# Please guess or confirm the binding size on used board



## Donutz (May 12, 2010)

I think that marking is actually "5X" which probably doesn't say anything about the size.

Have the seller measure the width at the highback hinge point. If that's too narrow for your daughter's boot, you're hooped.


----------



## firstpurchase (Apr 15, 2019)

hi Donutz, thanks for the reply.

Please clarify, do you mean the seller should measure the distance I've marked in green arrow below? I thought the length marked in pink would be the concern/indicator?

When I've googled measuring bindings and sizes it hasn't provided the information I need. Once we measure and obtain a binding dimension, please advise how I might determine it's suitability to a boot/foot size? My daughter doesn't have boots yet.

Thank you!


----------



## lab49232 (Sep 13, 2011)

Theres almost no way that board is worth whatever you're paying for it, and especially not those bindings. Any specific reason you decided on it?


----------



## firstpurchase (Apr 15, 2019)

haha, thanks lab49232, does it look super crap? I guess it must do to you. This is intended as an inexpensive purchase for a beginner. I don't how old it is (that's a worry), but anyway it was cheap and she liked the look of it.


----------



## Rip154 (Sep 23, 2017)

Might be some medium size pre-Union Drake bindings. Not bad bindings, but straps might break off, you can safely buy the cheapest options of new gear. 90's board with a cap construction might not be the best, but if the base is nice too, the board has a nice color and doggos. If the board cost more than shipping, I wouldn't bother.


----------



## firstpurchase (Apr 15, 2019)

Wow 90s eh! I didn't realise it was quite such a dinosaur... Thank you for your helpful comments @Rip154


----------



## lab49232 (Sep 13, 2011)

firstpurchase said:


> Wow 90s eh! I didn't realise it was quite such a dinosaur... Thank you for your helpful comments @Rip154


Easily 90's, very very old. It's really not worth money, bindings especially. You can budget yourself $100 for a board and bindings and still get something far newer. If you're willing to go up to $200 you can get practically new budget gear that will be far better.


----------



## Donutz (May 12, 2010)

firstpurchase said:


> hi Donutz, thanks for the reply.
> 
> Please clarify, do you mean the seller should measure the distance I've marked in green arrow below?

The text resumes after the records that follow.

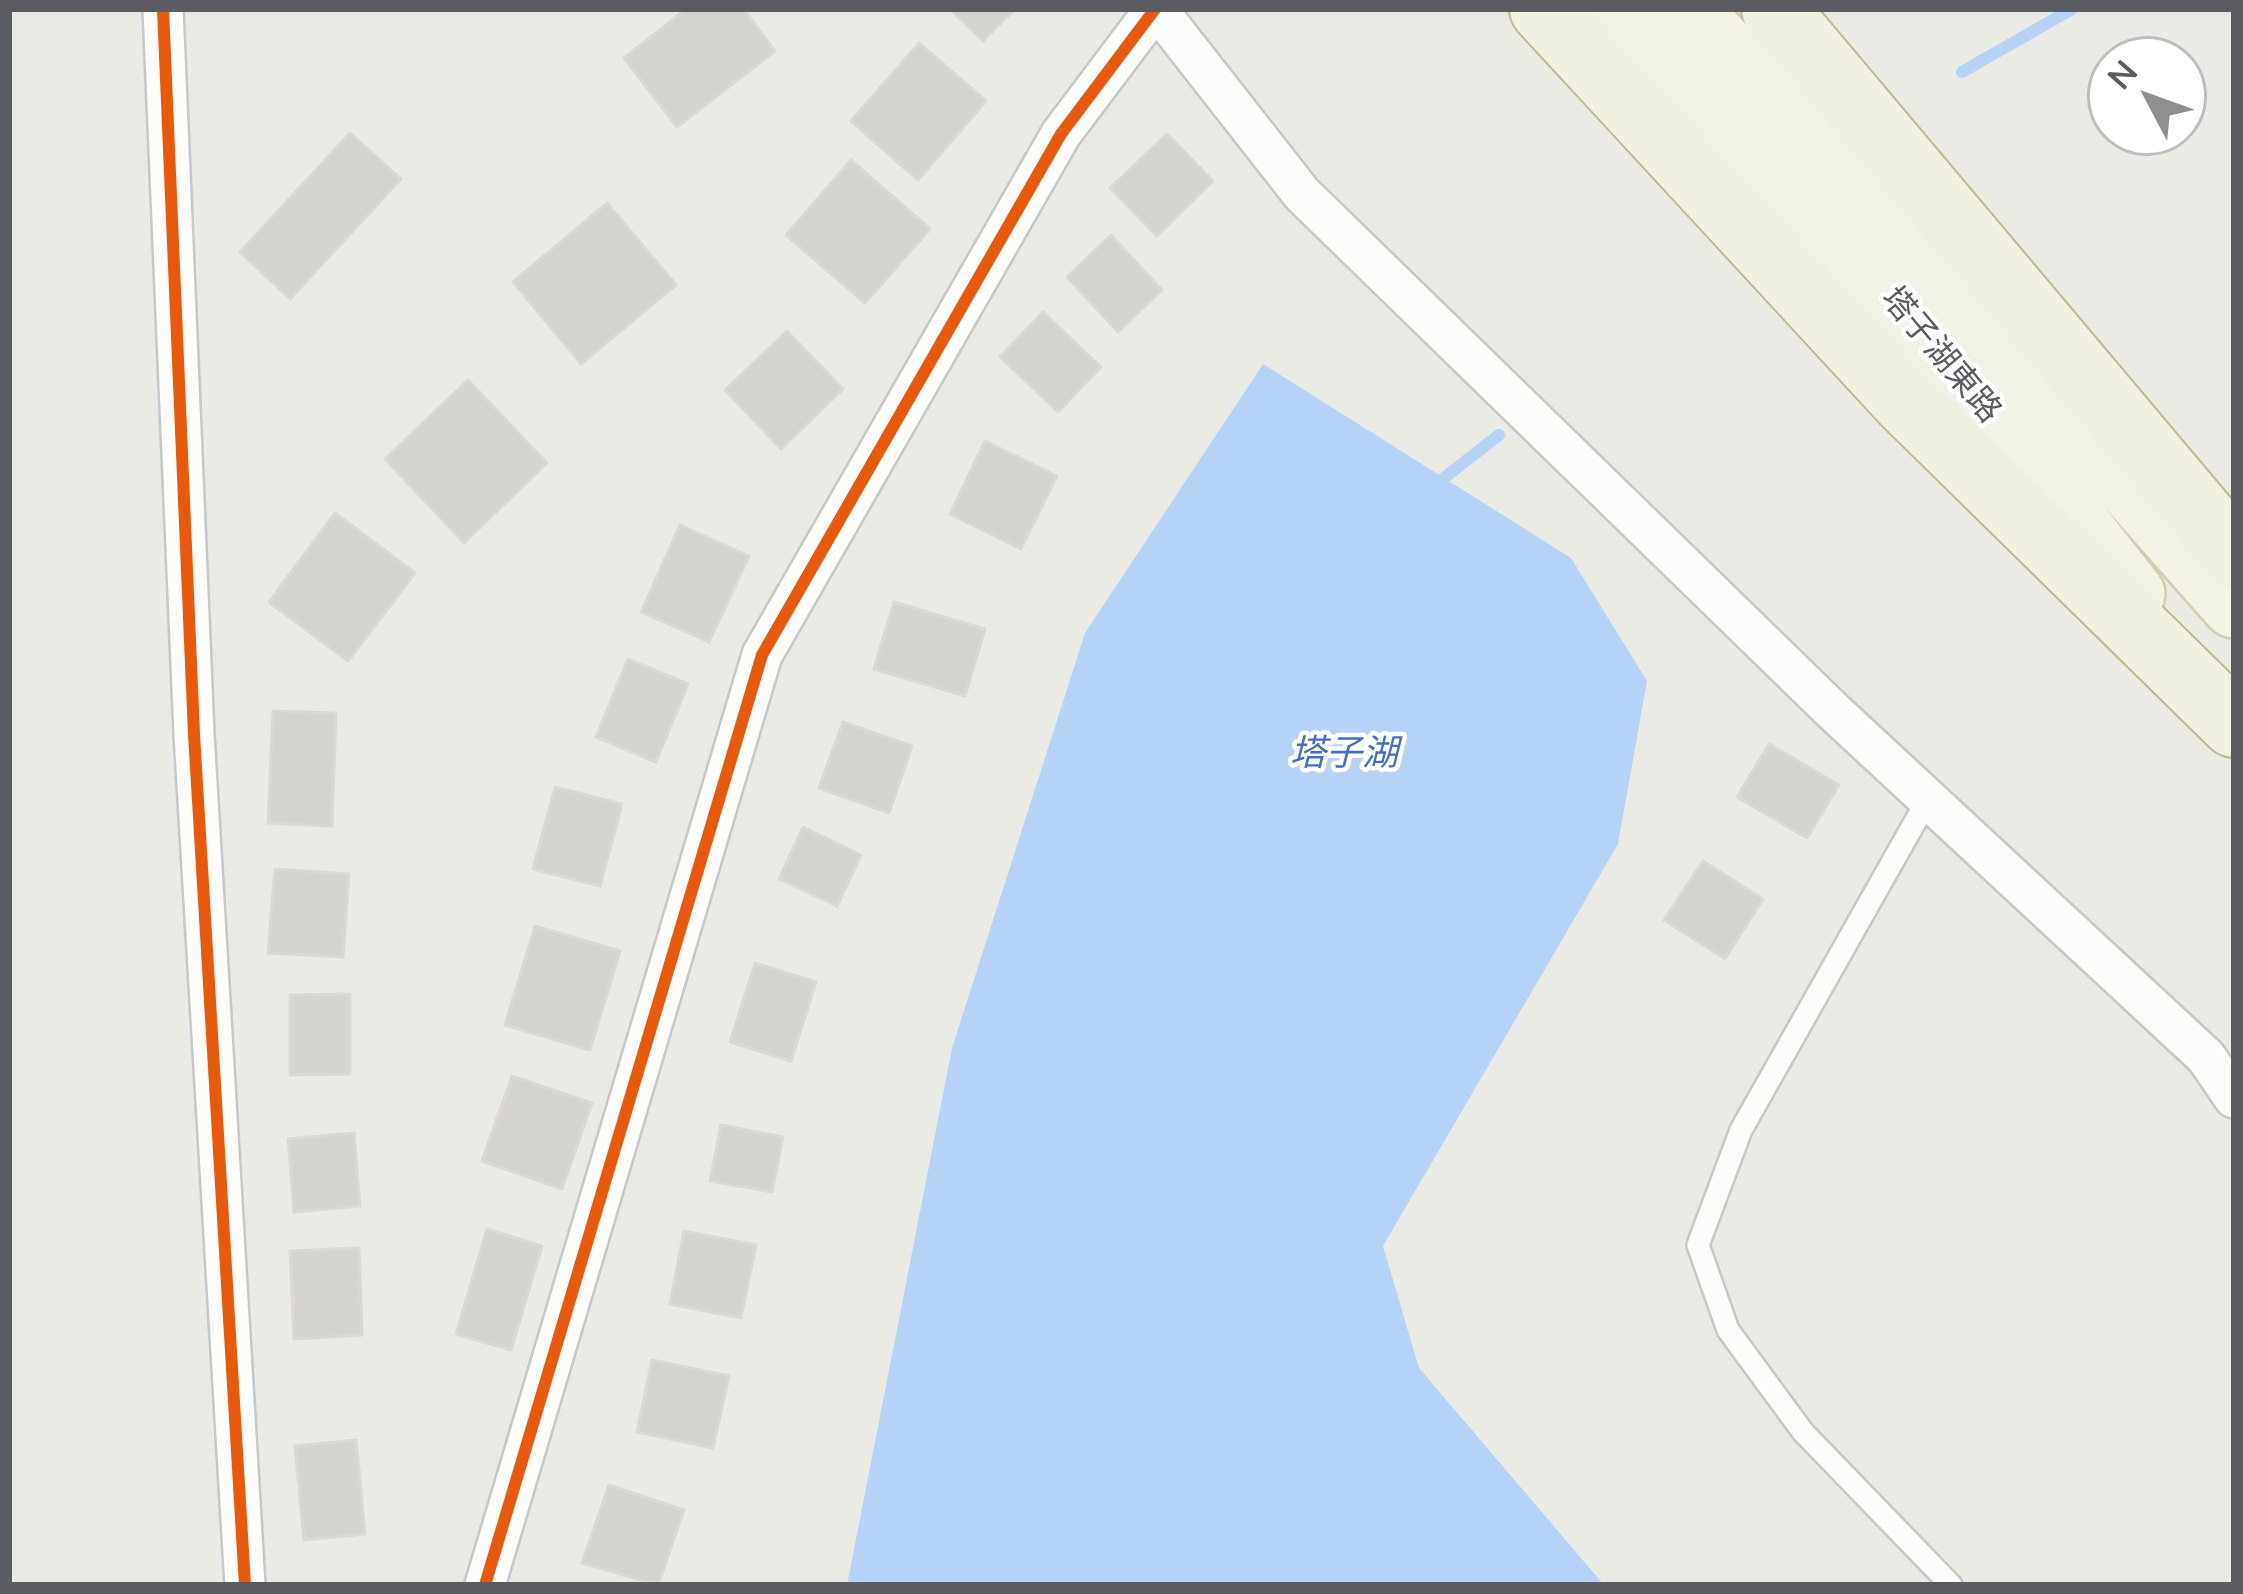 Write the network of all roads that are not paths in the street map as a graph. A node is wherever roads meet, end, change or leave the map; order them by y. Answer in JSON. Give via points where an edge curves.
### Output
{"nodes":[{"id":1,"x":164,"y":9,"type":"edge"},
{"id":2,"x":1156,"y":9,"type":"edge"},
{"id":3,"x":1543,"y":9,"type":"edge"},
{"id":4,"x":1622,"y":9,"type":"edge"},
{"id":5,"x":1688,"y":9,"type":"edge"},
{"id":6,"x":1774,"y":9,"type":"edge"},
{"id":7,"x":1946,"y":317,"type":"junction"},
{"id":8,"x":2234,"y":554,"type":"edge"},
{"id":9,"x":2234,"y":606,"type":"edge"},
{"id":10,"x":2234,"y":723,"type":"edge"},
{"id":11,"x":1928,"y":799,"type":"junction"},
{"id":12,"x":2234,"y":1098,"type":"edge"},
{"id":13,"x":245,"y":1585,"type":"edge"},
{"id":14,"x":485,"y":1585,"type":"edge"},
{"id":15,"x":1951,"y":1585,"type":"edge"}],
"edges":[{"from":1,"to":13,"type":"street","via":[[196,758]]},
{"from":2,"to":11,"type":"street","via":[[1302,194]]},
{"from":2,"to":14,"type":"street","via":[[1061,134],[762,655]]},
{"from":3,"to":10,"type":"highway","via":[[1906,402]]},
{"from":4,"to":7,"type":"main road","name":"塔子湖東路"},
{"from":5,"to":7,"type":"main road","name":"塔子湖東路"},
{"from":6,"to":8,"type":"highway"},
{"from":7,"to":9,"type":"main road","name":"塔子湖東路"},
{"from":7,"to":10,"type":"main road","name":"塔子湖東路"},
{"from":11,"to":12,"type":"street","via":[[2206,1058]]},
{"from":11,"to":15,"type":"lane","via":[[1741,1130],[1698,1245],[1728,1330],[1803,1432]]}]}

I thought the length marked in pink would be the concern/indicator?
> 
> ...


I was talking about the green arrows. If the boot doesn't fit in there, you can rule them out. The pink arrows are far less definite, as almost all boots will overhang the toe of the binding. The trick is to adjust the binding position so that you get about the same amount of heel overhang and toe overhang (over the board edges). There's no way to tell if that's possible until you have the boots and the bindings in the same room as you.


----------



## firstpurchase (Apr 15, 2019)

@lab49232, @Donutz, Thank you very much for both your help. I clearly can't judge a snowboard age lol.

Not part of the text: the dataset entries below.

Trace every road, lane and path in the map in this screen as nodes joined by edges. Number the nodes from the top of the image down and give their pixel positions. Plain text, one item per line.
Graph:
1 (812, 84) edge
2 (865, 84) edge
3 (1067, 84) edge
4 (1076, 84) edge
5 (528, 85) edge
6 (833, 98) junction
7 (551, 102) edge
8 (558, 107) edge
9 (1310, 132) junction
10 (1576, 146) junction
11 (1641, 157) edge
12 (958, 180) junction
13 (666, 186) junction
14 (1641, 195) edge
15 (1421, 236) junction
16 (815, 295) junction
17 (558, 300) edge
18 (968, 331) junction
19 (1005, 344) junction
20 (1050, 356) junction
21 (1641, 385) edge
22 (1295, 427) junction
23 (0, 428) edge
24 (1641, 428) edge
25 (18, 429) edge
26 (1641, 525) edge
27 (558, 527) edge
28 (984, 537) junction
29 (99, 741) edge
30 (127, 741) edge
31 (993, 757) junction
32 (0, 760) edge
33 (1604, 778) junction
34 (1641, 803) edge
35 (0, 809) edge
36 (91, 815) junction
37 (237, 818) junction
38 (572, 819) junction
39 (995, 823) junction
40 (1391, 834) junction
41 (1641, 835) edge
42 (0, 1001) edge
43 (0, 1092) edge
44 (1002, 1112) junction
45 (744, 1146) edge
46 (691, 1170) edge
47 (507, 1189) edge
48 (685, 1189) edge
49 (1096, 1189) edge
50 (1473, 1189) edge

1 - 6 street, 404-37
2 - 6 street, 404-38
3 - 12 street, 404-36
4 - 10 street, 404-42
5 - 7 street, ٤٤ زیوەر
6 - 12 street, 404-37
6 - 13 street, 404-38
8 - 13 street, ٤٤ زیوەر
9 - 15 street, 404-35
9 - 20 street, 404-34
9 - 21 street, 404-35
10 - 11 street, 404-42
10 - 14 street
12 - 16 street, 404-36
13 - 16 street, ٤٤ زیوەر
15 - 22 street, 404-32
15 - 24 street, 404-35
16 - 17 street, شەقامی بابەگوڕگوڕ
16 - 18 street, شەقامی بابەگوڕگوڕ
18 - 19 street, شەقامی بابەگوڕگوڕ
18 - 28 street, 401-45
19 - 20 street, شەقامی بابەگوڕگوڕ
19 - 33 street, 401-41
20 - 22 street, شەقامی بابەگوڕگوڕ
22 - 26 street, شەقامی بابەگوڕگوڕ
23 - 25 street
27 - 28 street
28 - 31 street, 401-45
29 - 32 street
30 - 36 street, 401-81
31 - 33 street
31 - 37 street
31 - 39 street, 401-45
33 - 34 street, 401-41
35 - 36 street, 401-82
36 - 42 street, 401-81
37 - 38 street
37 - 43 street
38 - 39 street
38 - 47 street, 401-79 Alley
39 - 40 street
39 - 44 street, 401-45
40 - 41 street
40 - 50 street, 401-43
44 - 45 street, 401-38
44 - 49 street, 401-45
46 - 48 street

The other day I saw an old friend whom I first tried boarding with (some 30 years ago). He recalled that the board we hired for the day (we were on a ski trip) had fixed ski type bindings. We had no tuition or any idea what we were doing. Goofy regular wasn't even a consideration, we were different and had one board to share with skis for the day. We just clipped in and went & of course had lots of fun and falls. I tell you this as it set somewhat of my expectation about equipment needed to learn - look what I learnt on!

For the price difference, as you say it's probably worth picking up my daughter a cheap new board & bindings. I got my son a european Raven board. He loves it, and judging his ability on black slopes/off piste and jumps etc it's definitely good value. My son now rides better than me. Last trip I broke my Rome SDS Agent Rocker, I'm thinking I may pick up a Pathron board (same company as Raven).

Cheers!


----------



## Rip154 (Sep 23, 2017)

Pathron seems to know what they're doing.


----------



## Yeahti87 (Jan 17, 2019)

Pathron is made by Nobile - the same factory as Korua and Vimana (old Nobile).


----------



## firstpurchase (Apr 15, 2019)

@Rip154 , @Yeahti87 , Great to hear. I don't know much about them other than i thought they were a more upmarket range from Raven. It's nice to hear your approval, their prices & boards look great...(but as written above, I don't know much and I am not a very good judge! - good to hear from some experts - Cheers

This is what I might grab, again haven't researched it much, just good price and looks to my untrained eye pretty decent (& better model than my son's raven which satisfies his abilities so should be good enough for me?!): Pathron Snowboards » TT


----------